[Stored data]
---

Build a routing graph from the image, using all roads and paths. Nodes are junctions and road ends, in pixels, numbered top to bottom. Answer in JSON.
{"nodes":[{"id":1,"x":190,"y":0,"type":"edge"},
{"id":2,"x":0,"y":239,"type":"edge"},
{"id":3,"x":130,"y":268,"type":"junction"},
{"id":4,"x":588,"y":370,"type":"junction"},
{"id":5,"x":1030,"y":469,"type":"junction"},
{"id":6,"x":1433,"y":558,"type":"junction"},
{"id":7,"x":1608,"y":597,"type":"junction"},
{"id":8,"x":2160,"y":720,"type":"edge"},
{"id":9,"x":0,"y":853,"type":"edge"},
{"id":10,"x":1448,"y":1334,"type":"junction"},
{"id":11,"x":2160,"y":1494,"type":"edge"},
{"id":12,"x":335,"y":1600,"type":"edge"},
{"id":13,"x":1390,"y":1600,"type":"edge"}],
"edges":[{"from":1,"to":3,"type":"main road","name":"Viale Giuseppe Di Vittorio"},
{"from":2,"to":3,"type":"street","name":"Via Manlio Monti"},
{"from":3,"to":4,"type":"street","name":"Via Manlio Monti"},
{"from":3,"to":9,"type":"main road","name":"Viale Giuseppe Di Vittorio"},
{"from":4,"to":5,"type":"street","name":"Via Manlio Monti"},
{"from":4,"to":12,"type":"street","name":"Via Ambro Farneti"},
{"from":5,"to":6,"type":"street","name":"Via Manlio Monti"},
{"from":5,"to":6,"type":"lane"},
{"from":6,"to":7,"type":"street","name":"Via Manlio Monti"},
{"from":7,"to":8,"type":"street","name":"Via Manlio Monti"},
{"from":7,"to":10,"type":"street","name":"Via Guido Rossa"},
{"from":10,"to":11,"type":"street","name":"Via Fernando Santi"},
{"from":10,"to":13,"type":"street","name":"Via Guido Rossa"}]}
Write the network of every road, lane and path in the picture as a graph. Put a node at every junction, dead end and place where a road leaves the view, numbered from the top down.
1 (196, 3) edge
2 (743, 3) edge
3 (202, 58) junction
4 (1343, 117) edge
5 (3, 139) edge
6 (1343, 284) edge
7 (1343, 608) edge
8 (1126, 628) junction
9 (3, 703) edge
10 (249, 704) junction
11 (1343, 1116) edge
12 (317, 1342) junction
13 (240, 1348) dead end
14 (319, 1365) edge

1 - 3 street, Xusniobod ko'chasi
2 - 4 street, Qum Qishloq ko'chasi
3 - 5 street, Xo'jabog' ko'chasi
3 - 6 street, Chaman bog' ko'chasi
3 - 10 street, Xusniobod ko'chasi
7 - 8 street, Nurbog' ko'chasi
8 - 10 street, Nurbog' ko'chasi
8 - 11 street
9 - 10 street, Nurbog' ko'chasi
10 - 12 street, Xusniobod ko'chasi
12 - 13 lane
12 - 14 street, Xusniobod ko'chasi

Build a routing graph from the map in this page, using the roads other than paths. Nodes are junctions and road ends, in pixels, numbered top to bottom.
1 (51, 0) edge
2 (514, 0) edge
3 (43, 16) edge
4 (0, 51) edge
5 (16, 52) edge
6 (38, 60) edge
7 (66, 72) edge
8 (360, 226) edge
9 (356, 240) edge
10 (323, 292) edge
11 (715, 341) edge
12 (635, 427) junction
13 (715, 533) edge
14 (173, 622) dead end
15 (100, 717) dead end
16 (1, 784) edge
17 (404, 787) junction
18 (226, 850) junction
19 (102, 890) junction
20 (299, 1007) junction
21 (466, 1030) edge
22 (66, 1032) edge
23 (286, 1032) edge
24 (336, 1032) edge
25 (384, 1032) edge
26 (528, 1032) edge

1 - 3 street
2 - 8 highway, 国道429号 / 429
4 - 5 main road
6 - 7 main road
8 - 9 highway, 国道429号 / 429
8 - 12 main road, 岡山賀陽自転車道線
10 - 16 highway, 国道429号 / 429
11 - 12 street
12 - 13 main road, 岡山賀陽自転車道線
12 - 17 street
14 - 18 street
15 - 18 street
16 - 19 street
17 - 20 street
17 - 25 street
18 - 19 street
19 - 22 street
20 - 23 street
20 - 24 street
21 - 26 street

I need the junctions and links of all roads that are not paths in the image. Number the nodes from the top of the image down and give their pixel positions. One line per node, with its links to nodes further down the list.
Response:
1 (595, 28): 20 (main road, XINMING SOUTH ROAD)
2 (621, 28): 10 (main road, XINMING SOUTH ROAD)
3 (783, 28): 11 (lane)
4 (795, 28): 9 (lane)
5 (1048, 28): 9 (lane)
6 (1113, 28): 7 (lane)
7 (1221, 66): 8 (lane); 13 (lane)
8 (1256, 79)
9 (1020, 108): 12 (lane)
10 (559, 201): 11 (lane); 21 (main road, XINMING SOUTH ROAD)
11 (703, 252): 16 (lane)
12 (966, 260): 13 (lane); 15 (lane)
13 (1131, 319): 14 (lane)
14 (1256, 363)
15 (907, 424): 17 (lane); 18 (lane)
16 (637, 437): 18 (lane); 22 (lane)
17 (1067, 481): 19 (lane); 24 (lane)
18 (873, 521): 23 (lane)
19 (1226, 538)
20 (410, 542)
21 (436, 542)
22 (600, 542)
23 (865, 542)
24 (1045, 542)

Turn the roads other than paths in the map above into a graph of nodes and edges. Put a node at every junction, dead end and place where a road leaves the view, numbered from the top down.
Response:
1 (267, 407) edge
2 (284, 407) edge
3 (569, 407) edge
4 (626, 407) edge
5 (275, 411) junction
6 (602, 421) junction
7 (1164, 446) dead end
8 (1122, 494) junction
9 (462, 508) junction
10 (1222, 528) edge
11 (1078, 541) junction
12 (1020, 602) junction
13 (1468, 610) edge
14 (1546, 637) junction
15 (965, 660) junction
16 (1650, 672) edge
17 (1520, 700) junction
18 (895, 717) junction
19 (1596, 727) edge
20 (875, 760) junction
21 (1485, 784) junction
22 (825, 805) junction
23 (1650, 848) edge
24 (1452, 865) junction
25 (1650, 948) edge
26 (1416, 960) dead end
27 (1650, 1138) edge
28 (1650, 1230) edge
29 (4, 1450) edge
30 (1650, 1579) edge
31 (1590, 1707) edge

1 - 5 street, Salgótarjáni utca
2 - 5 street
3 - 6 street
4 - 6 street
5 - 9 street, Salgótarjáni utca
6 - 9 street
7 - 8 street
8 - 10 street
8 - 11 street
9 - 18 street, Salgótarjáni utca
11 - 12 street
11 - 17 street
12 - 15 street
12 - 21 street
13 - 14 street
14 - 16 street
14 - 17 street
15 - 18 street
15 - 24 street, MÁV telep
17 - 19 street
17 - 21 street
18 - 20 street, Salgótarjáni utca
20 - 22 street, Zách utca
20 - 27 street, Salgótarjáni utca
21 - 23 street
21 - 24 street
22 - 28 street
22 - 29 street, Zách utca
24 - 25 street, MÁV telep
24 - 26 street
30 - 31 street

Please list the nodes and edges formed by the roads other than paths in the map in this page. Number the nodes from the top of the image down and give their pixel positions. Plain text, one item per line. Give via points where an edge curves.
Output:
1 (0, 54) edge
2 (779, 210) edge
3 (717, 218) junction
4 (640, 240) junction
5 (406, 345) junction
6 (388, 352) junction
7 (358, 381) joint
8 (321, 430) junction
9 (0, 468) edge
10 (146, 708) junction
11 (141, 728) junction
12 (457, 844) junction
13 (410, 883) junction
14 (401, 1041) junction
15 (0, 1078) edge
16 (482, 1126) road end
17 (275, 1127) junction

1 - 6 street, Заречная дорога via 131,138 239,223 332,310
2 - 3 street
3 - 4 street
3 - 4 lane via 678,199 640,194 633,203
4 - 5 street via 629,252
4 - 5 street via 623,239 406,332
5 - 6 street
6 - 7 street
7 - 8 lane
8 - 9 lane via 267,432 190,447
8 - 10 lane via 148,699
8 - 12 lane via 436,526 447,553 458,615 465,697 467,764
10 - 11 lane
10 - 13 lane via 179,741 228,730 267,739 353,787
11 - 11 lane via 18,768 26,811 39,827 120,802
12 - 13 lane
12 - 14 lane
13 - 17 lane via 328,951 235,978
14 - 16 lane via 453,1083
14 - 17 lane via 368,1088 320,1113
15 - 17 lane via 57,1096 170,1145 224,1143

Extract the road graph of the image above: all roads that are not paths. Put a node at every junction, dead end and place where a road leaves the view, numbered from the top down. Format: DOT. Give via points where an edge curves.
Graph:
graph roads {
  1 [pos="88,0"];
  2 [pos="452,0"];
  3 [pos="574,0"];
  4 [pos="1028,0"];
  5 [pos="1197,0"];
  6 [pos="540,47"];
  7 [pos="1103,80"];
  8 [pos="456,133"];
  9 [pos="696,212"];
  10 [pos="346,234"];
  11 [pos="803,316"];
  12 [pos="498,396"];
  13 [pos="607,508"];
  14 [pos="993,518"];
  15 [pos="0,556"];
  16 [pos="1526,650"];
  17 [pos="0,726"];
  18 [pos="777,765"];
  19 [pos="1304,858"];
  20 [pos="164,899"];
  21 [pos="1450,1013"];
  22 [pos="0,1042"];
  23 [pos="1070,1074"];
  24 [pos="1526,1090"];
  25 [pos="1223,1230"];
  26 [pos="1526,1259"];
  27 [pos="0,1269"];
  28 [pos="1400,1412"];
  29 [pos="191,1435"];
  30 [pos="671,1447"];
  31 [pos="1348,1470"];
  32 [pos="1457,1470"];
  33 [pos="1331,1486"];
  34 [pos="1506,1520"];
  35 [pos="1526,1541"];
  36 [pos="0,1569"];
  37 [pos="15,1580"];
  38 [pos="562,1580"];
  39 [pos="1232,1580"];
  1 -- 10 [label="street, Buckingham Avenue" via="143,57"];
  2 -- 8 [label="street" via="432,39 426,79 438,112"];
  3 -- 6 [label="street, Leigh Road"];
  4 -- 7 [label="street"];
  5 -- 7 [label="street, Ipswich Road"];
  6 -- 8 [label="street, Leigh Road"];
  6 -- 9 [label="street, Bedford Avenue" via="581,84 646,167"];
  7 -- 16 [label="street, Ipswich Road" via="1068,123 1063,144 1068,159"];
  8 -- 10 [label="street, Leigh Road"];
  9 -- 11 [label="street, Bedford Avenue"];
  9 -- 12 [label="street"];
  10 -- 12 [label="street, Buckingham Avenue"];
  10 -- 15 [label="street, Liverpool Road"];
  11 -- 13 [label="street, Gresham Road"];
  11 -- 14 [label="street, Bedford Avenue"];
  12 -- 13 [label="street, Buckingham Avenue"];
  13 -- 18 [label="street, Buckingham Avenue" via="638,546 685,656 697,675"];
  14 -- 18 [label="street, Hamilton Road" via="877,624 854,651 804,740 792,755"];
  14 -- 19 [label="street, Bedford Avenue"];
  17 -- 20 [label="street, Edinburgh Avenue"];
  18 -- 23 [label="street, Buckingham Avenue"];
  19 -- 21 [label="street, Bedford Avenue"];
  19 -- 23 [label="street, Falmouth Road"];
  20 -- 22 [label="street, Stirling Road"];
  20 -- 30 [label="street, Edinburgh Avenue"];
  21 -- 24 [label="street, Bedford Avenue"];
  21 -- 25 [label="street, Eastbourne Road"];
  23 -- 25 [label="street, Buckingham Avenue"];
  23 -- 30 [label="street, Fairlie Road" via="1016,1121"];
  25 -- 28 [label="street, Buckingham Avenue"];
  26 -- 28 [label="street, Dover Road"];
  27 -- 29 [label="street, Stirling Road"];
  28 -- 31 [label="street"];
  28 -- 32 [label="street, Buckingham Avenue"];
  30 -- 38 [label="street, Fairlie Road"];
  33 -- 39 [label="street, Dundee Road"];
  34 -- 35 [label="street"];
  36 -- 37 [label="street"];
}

---

> **WORK ORDER**:
From the data above, show each line that contains "Xusniobod".

> **OUTPUT**:
1 - 3 street, Xusniobod ko'chasi
3 - 10 street, Xusniobod ko'chasi
10 - 12 street, Xusniobod ko'chasi
12 - 14 street, Xusniobod ko'chasi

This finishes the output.